- [EXERCISE INSTRUCTIONS] Any images in the records should be skipped; transcribe the rest exactly.

- [AVAILABLE DATA]
+++++

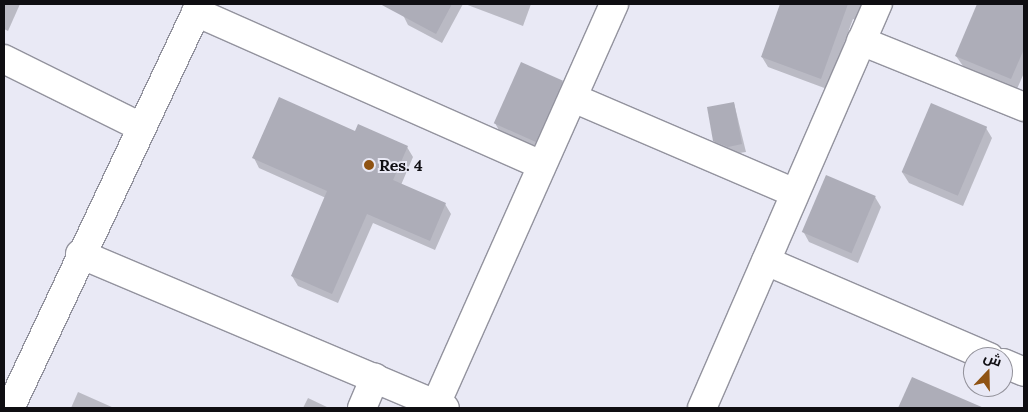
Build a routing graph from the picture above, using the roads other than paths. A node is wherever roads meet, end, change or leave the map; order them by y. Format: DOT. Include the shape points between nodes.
graph roads {
  1 [pos="614,4"];
  2 [pos="878,4"];
  3 [pos="198,8"];
  4 [pos="862,41"];
  5 [pos="4,59"];
  6 [pos="573,98"];
  7 [pos="1024,108"];
  8 [pos="141,127"];
  9 [pos="542,165"];
  10 [pos="795,193"];
  11 [pos="80,254"];
  12 [pos="766,261"];
  13 [pos="966,347"];
  14 [pos="375,378"];
  15 [pos="441,406"];
  16 [pos="10,408"];
  17 [pos="362,408"];
  18 [pos="702,408"];
  1 -- 6 [label="street"];
  2 -- 4 [label="street"];
  3 -- 8 [label="street"];
  3 -- 9 [label="street"];
  4 -- 7 [label="street"];
  4 -- 10 [label="street"];
  5 -- 8 [label="street"];
  6 -- 9 [label="street"];
  6 -- 10 [label="street"];
  8 -- 11 [label="street"];
  9 -- 15 [label="street"];
  10 -- 12 [label="street"];
  11 -- 14 [label="street"];
  11 -- 16 [label="street"];
  12 -- 13 [label="street"];
  12 -- 18 [label="street"];
  14 -- 15 [label="street"];
  14 -- 17 [label="street"];
}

+++++

- [WRITTEN ANSWER]
Build a routing graph from the picture above, using the roads other than paths. A node is wherever roads meet, end, change or leave the map; order them by y. Format: DOT. Include the shape points between nodes.
graph roads {
  1 [pos="614,4"];
  2 [pos="878,4"];
  3 [pos="198,8"];
  4 [pos="862,41"];
  5 [pos="4,59"];
  6 [pos="573,98"];
  7 [pos="1024,108"];
  8 [pos="141,127"];
  9 [pos="542,165"];
  10 [pos="795,193"];
  11 [pos="80,254"];
  12 [pos="766,261"];
  13 [pos="966,347"];
  14 [pos="375,378"];
  15 [pos="441,406"];
  16 [pos="10,408"];
  17 [pos="362,408"];
  18 [pos="702,408"];
  1 -- 6 [label="street"];
  2 -- 4 [label="street"];
  3 -- 8 [label="street"];
  3 -- 9 [label="street"];
  4 -- 7 [label="street"];
  4 -- 10 [label="street"];
  5 -- 8 [label="street"];
  6 -- 9 [label="street"];
  6 -- 10 [label="street"];
  8 -- 11 [label="street"];
  9 -- 15 [label="street"];
  10 -- 12 [label="street"];
  11 -- 14 [label="street"];
  11 -- 16 [label="street"];
  12 -- 13 [label="street"];
  12 -- 18 [label="street"];
  14 -- 15 [label="street"];
  14 -- 17 [label="street"];
}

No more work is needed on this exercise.